Exercise instructions:
For each line below that holds "Glenburn", return the line as it stands.

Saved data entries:
>>>>>
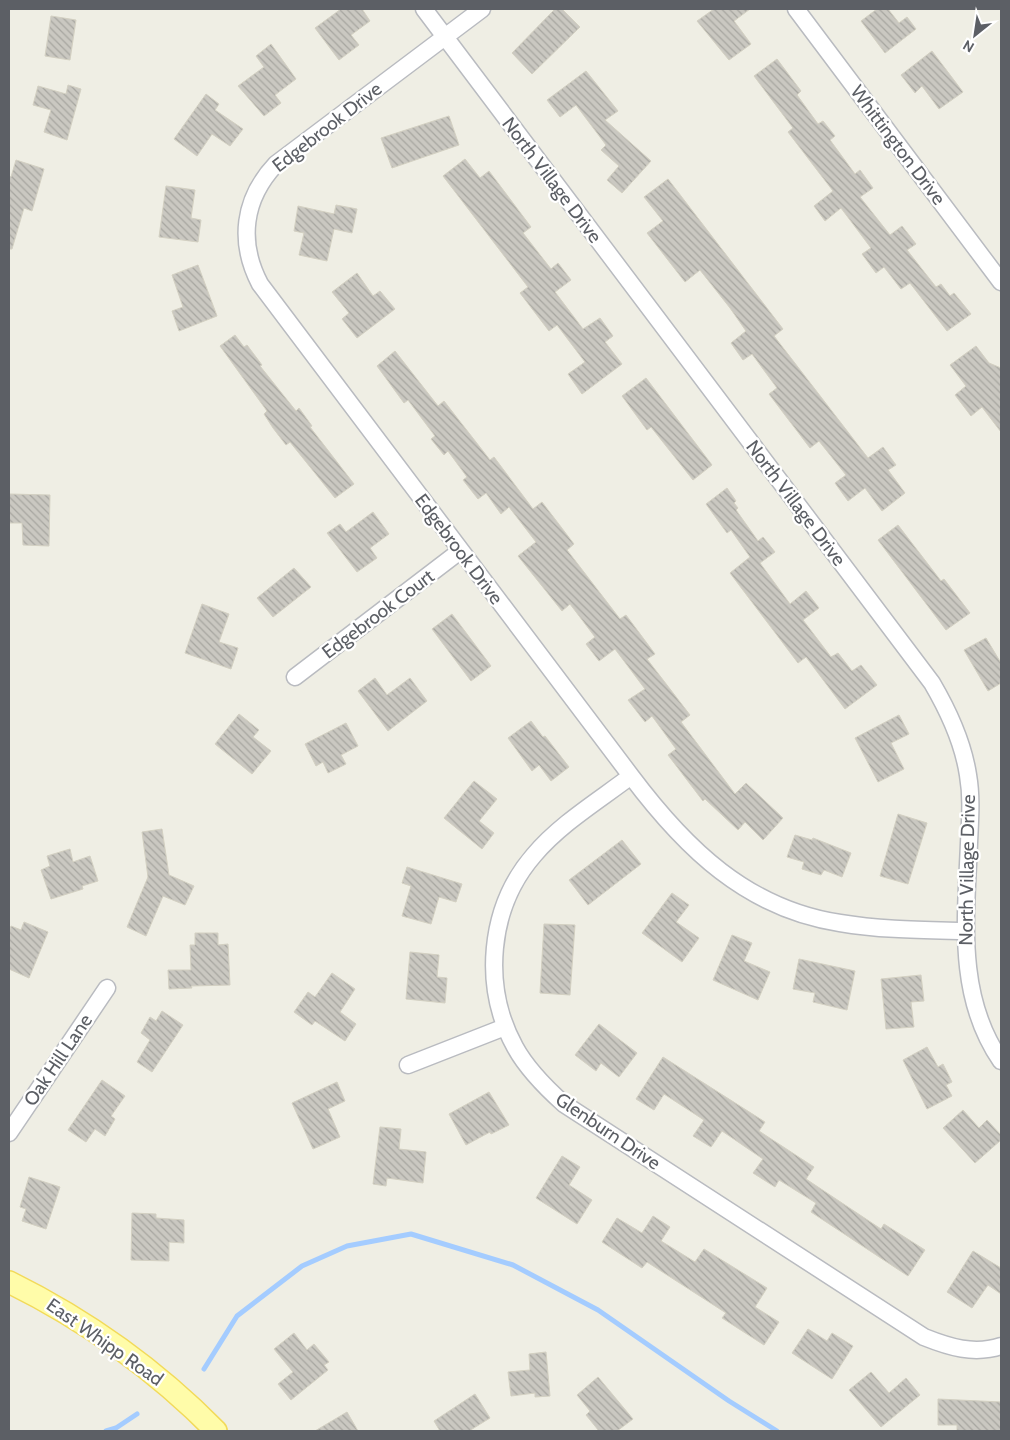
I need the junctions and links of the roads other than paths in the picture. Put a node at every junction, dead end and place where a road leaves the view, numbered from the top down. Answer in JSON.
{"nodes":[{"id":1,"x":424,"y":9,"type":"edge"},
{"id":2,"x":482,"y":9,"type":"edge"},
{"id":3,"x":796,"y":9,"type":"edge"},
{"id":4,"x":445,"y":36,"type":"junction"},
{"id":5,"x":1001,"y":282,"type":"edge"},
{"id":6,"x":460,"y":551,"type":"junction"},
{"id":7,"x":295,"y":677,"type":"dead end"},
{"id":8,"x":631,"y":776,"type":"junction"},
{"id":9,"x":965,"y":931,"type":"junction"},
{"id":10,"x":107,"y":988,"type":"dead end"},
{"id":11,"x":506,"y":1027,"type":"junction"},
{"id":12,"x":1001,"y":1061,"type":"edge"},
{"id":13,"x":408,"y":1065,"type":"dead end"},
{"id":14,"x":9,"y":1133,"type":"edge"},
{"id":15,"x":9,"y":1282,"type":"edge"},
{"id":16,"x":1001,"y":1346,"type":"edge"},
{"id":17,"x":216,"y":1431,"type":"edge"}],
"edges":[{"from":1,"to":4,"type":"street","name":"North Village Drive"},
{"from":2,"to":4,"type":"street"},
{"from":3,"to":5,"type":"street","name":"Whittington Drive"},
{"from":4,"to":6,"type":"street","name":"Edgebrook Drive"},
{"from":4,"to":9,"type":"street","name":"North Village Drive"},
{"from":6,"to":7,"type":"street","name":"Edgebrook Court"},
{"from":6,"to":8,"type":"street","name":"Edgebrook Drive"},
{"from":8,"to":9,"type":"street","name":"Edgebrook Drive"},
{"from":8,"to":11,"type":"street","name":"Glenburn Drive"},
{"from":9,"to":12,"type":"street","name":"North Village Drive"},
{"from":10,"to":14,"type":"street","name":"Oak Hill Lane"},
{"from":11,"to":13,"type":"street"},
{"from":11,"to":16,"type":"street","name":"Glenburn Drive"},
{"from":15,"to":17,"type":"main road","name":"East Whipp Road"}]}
<<<<<
Answer box:
{"from":8,"to":11,"type":"street","name":"Glenburn Drive"},
{"from":11,"to":16,"type":"street","name":"Glenburn Drive"},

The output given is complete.